◆ DIRECTIONS:
Report only the number of lines that contain the string "dead" in the records below.

◆ TASK INPUTS:

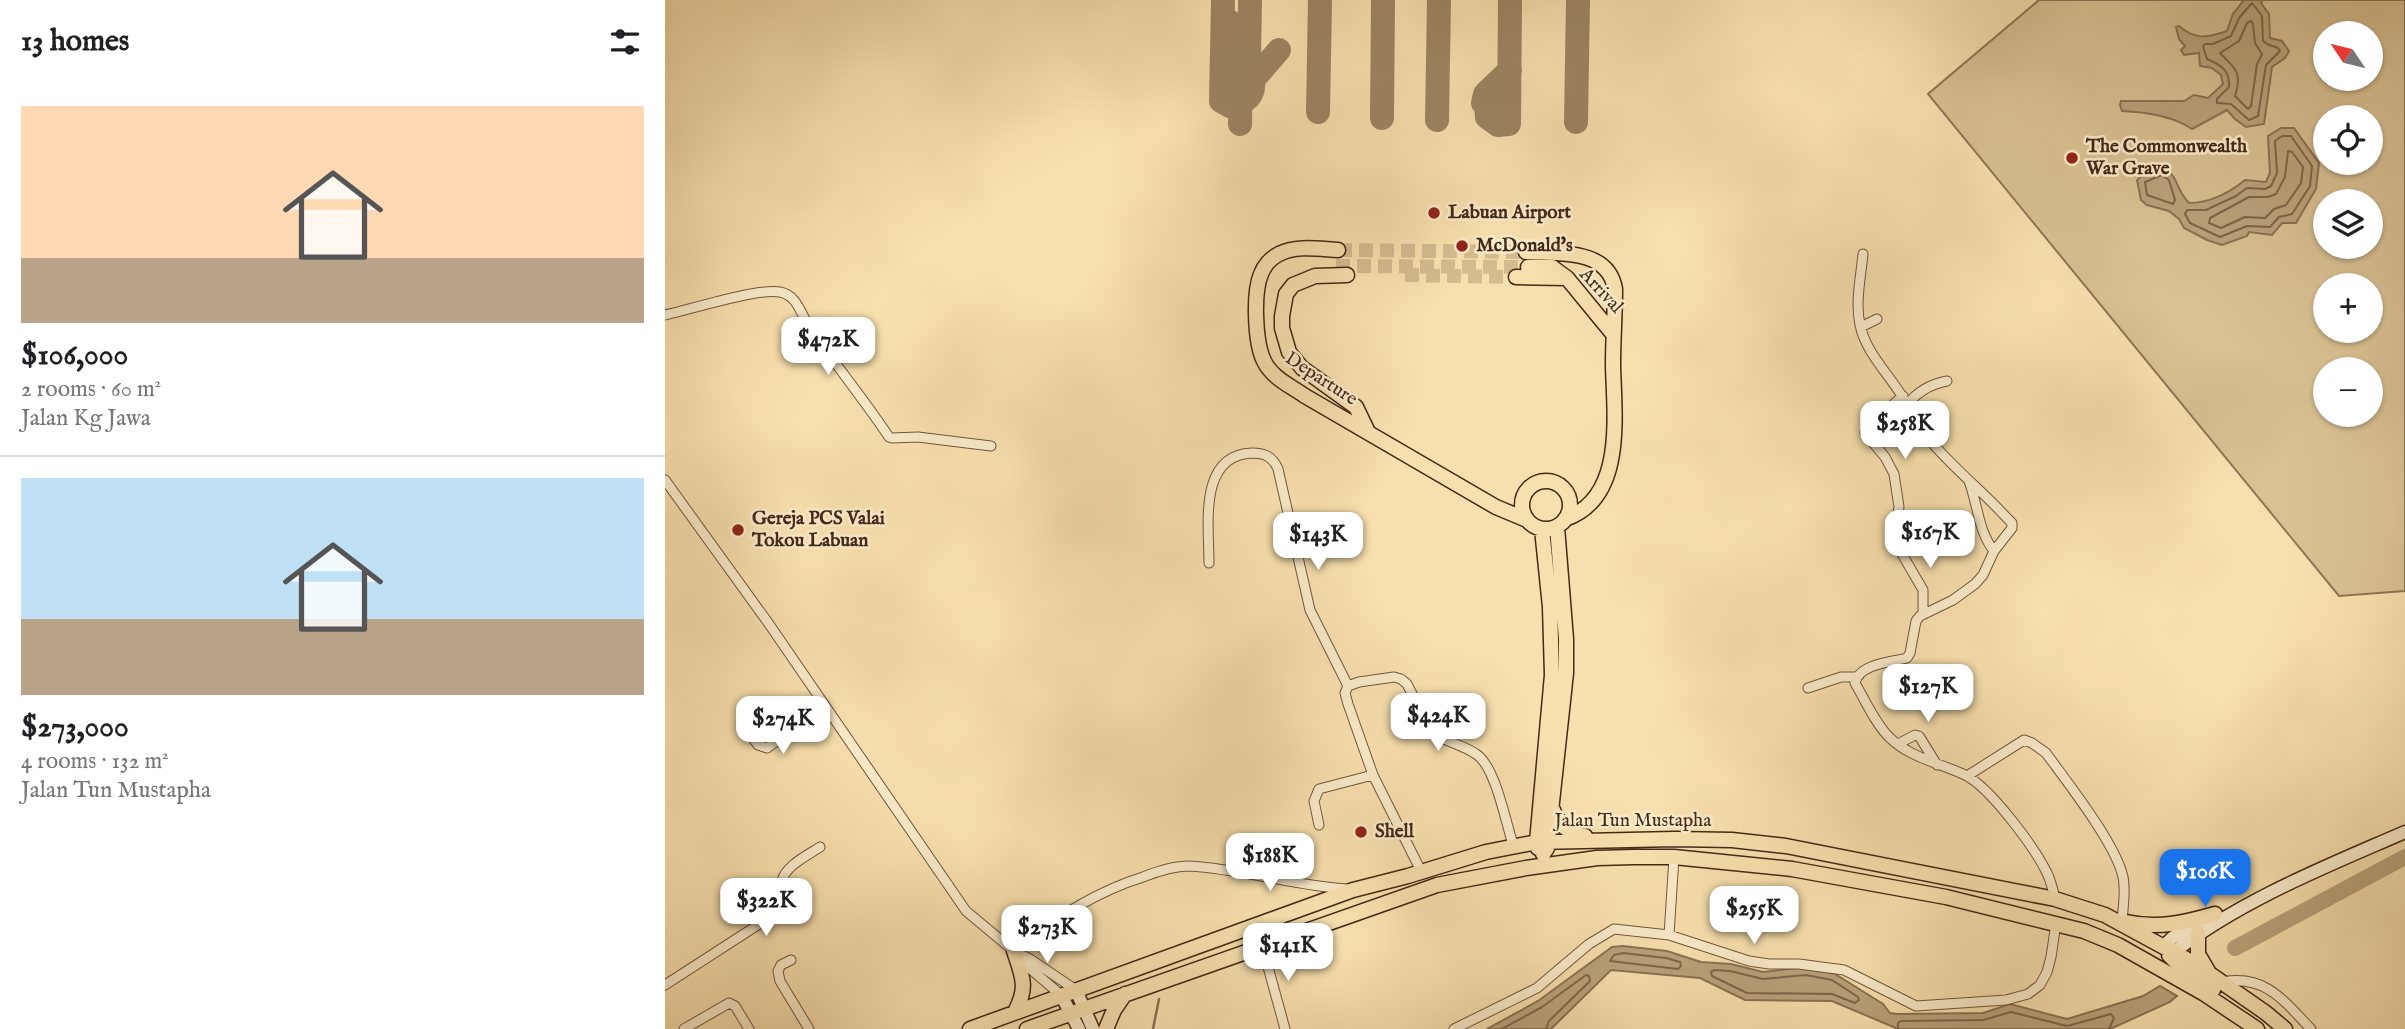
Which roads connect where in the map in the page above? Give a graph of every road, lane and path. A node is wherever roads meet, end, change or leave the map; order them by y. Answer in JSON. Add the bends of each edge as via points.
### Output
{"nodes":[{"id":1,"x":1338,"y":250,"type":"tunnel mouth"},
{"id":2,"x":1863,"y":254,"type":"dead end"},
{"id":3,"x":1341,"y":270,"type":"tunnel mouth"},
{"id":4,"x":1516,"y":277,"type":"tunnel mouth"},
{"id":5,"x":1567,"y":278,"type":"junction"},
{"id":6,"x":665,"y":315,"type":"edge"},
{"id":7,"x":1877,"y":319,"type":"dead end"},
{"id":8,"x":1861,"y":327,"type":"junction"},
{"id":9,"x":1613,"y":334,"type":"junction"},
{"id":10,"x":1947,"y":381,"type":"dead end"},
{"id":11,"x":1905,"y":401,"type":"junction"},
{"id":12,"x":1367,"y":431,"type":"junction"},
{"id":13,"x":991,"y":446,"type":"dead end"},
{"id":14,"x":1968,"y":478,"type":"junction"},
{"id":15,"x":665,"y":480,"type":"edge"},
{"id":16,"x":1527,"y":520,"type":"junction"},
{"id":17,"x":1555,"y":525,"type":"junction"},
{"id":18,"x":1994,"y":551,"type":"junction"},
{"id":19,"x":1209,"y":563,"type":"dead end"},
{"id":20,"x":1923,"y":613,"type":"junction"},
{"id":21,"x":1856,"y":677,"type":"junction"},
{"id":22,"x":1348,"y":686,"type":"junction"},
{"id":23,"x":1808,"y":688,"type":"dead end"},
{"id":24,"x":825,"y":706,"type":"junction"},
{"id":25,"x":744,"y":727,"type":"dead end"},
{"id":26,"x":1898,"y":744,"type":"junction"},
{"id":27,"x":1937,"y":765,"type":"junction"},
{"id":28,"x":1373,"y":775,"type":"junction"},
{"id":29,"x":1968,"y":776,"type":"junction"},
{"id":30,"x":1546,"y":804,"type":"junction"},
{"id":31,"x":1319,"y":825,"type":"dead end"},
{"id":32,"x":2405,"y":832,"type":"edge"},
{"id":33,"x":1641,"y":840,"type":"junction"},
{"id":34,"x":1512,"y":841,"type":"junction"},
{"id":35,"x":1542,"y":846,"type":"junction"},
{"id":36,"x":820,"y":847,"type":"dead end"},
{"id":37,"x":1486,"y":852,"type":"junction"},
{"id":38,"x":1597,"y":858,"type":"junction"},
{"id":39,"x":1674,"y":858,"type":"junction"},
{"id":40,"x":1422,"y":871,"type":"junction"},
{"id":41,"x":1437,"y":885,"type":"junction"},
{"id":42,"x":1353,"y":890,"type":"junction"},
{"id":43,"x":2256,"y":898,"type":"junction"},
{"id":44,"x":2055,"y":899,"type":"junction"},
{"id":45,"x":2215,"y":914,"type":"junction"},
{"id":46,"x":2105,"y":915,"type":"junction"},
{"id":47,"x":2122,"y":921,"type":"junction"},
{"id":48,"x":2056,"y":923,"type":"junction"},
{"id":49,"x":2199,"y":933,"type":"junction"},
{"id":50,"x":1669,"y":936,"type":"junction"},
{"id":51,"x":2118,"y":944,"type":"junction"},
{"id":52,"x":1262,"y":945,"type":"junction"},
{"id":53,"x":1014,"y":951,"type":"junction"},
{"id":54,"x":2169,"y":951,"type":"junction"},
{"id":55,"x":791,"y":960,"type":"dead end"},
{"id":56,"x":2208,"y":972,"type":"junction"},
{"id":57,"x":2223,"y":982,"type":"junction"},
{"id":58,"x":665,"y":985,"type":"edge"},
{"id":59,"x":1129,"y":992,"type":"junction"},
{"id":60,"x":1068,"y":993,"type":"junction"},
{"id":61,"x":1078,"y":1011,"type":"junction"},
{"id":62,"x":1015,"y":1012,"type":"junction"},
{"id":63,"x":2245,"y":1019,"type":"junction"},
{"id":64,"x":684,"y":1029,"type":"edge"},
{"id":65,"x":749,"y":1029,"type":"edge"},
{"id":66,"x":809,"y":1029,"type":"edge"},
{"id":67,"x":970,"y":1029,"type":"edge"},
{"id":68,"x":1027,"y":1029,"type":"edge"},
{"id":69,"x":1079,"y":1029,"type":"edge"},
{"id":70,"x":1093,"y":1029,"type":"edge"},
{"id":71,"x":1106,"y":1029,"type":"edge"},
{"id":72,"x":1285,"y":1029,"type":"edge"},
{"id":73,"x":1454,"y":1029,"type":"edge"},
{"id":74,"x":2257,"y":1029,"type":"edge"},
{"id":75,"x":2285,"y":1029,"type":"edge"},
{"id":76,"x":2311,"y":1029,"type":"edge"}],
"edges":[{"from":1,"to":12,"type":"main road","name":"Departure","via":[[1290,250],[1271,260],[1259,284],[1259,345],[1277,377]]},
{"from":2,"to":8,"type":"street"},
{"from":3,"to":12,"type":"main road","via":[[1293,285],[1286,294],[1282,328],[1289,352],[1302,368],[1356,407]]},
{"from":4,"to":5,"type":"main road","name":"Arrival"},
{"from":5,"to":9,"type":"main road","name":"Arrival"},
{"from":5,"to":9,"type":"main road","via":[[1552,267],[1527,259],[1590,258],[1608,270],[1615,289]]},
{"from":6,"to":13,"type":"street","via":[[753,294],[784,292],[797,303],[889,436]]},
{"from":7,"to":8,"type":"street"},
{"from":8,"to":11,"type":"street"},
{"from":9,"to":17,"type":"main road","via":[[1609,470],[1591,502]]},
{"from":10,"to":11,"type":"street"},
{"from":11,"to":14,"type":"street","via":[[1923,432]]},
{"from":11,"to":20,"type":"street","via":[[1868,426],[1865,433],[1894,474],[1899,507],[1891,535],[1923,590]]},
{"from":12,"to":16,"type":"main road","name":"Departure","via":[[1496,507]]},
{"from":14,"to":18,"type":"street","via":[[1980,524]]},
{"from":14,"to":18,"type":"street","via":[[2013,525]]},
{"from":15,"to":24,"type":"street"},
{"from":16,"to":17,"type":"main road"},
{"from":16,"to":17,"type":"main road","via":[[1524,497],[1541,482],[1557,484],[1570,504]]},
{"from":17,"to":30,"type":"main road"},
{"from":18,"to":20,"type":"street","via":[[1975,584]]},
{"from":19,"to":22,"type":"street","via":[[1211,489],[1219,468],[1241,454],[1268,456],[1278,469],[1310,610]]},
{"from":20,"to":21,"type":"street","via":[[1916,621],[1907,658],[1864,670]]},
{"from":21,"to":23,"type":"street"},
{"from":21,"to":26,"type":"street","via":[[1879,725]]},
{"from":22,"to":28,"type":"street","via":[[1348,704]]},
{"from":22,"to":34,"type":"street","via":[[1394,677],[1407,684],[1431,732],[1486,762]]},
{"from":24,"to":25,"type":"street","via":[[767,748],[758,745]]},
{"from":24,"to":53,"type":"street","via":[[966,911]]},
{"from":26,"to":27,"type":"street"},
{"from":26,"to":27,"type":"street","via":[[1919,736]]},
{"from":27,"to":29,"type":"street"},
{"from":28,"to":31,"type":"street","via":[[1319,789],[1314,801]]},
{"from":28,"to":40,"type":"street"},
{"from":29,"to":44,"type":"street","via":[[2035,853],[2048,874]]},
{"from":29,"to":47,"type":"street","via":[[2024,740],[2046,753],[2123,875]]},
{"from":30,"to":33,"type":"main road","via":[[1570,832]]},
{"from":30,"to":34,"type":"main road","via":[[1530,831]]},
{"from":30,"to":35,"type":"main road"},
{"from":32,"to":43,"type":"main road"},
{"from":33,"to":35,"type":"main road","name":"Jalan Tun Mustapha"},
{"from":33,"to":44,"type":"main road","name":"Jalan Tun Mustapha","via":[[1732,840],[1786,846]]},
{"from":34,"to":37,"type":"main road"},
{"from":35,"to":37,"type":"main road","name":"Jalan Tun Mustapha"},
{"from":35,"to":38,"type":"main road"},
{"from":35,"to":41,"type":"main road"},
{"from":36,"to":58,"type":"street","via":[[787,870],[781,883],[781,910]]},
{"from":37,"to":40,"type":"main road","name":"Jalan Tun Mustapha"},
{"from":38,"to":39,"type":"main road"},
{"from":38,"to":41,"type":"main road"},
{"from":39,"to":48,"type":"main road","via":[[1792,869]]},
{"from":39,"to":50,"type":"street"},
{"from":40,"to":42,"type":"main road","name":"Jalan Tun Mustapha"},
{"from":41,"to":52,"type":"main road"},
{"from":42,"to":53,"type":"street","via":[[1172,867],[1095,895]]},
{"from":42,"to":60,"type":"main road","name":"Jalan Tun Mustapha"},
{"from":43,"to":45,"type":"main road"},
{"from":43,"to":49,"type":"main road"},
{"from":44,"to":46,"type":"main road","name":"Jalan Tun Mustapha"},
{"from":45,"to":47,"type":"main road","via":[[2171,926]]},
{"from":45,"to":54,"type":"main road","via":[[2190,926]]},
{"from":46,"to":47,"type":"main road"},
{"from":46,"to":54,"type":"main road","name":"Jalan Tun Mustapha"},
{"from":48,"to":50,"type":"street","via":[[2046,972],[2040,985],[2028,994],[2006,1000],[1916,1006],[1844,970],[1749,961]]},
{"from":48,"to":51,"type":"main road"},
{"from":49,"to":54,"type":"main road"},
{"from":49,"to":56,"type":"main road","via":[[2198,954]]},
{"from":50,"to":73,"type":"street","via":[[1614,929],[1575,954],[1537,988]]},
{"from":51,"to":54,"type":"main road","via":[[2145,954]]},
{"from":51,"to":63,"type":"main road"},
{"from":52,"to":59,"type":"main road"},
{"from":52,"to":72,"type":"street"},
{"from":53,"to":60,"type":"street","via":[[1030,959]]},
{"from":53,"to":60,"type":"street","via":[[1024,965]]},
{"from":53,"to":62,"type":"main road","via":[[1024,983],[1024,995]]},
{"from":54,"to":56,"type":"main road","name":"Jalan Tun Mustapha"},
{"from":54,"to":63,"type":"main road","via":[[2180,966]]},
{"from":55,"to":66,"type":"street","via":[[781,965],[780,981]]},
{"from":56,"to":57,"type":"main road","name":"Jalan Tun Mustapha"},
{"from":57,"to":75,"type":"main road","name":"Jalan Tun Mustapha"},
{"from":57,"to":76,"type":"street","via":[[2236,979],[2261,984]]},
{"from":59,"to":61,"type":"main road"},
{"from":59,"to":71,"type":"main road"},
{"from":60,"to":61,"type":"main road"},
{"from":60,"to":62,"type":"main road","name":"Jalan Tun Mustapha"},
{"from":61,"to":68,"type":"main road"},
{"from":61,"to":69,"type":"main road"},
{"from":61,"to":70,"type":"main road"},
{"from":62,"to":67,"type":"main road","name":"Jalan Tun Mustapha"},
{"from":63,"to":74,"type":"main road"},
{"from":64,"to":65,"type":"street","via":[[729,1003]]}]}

◆ RESPONSE AREA:
10